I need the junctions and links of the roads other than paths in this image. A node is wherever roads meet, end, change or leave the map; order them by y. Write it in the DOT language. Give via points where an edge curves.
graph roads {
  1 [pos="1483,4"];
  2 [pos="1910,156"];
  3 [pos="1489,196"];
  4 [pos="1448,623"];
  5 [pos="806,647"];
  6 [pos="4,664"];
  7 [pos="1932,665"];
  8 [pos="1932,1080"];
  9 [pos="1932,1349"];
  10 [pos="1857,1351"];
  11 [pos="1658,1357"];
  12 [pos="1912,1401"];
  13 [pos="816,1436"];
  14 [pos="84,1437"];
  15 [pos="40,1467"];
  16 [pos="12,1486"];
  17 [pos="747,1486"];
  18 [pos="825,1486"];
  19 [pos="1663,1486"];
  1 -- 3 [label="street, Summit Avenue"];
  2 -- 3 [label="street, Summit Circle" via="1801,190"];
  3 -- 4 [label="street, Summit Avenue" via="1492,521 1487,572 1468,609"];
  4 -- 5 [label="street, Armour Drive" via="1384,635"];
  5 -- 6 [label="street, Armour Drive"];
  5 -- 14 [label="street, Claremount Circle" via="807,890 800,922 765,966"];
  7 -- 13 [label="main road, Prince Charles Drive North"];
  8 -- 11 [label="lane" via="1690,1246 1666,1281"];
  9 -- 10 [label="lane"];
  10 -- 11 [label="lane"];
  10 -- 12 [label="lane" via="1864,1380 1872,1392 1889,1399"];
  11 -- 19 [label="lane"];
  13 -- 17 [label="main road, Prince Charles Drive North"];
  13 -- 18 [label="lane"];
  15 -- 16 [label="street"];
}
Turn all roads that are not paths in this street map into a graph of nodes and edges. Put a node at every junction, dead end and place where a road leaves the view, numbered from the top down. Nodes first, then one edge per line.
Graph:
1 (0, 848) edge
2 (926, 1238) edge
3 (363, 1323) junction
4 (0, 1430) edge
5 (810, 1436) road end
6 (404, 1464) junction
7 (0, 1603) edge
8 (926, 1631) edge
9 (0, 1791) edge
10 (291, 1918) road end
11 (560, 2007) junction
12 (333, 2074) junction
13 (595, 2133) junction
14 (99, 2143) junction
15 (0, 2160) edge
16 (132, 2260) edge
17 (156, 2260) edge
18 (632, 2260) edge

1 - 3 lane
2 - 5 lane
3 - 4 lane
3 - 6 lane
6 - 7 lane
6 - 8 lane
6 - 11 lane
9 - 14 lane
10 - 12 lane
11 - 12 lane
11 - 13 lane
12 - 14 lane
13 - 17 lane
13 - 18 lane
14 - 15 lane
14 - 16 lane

■ ■ ■ ■ ■ ■ ■

▶ [Problem details] For the material above, produce a word-for-word copy.

▶ [Written reply]
I need the junctions and links of the roads other than paths in this image. A node is wherever roads meet, end, change or leave the map; order them by y. Write it in the DOT language. Give via points where an edge curves.
graph roads {
  1 [pos="1483,4"];
  2 [pos="1910,156"];
  3 [pos="1489,196"];
  4 [pos="1448,623"];
  5 [pos="806,647"];
  6 [pos="4,664"];
  7 [pos="1932,665"];
  8 [pos="1932,1080"];
  9 [pos="1932,1349"];
  10 [pos="1857,1351"];
  11 [pos="1658,1357"];
  12 [pos="1912,1401"];
  13 [pos="816,1436"];
  14 [pos="84,1437"];
  15 [pos="40,1467"];
  16 [pos="12,1486"];
  17 [pos="747,1486"];
  18 [pos="825,1486"];
  19 [pos="1663,1486"];
  1 -- 3 [label="street, Summit Avenue"];
  2 -- 3 [label="street, Summit Circle" via="1801,190"];
  3 -- 4 [label="street, Summit Avenue" via="1492,521 1487,572 1468,609"];
  4 -- 5 [label="street, Armour Drive" via="1384,635"];
  5 -- 6 [label="street, Armour Drive"];
  5 -- 14 [label="street, Claremount Circle" via="807,890 800,922 765,966"];
  7 -- 13 [label="main road, Prince Charles Drive North"];
  8 -- 11 [label="lane" via="1690,1246 1666,1281"];
  9 -- 10 [label="lane"];
  10 -- 11 [label="lane"];
  10 -- 12 [label="lane" via="1864,1380 1872,1392 1889,1399"];
  11 -- 19 [label="lane"];
  13 -- 17 [label="main road, Prince Charles Drive North"];
  13 -- 18 [label="lane"];
  15 -- 16 [label="street"];
}
Turn all roads that are not paths in this street map into a graph of nodes and edges. Put a node at every junction, dead end and place where a road leaves the view, numbered from the top down. Nodes first, then one edge per line.
Graph:
1 (0, 848) edge
2 (926, 1238) edge
3 (363, 1323) junction
4 (0, 1430) edge
5 (810, 1436) road end
6 (404, 1464) junction
7 (0, 1603) edge
8 (926, 1631) edge
9 (0, 1791) edge
10 (291, 1918) road end
11 (560, 2007) junction
12 (333, 2074) junction
13 (595, 2133) junction
14 (99, 2143) junction
15 (0, 2160) edge
16 (132, 2260) edge
17 (156, 2260) edge
18 (632, 2260) edge

1 - 3 lane
2 - 5 lane
3 - 4 lane
3 - 6 lane
6 - 7 lane
6 - 8 lane
6 - 11 lane
9 - 14 lane
10 - 12 lane
11 - 12 lane
11 - 13 lane
12 - 14 lane
13 - 17 lane
13 - 18 lane
14 - 15 lane
14 - 16 lane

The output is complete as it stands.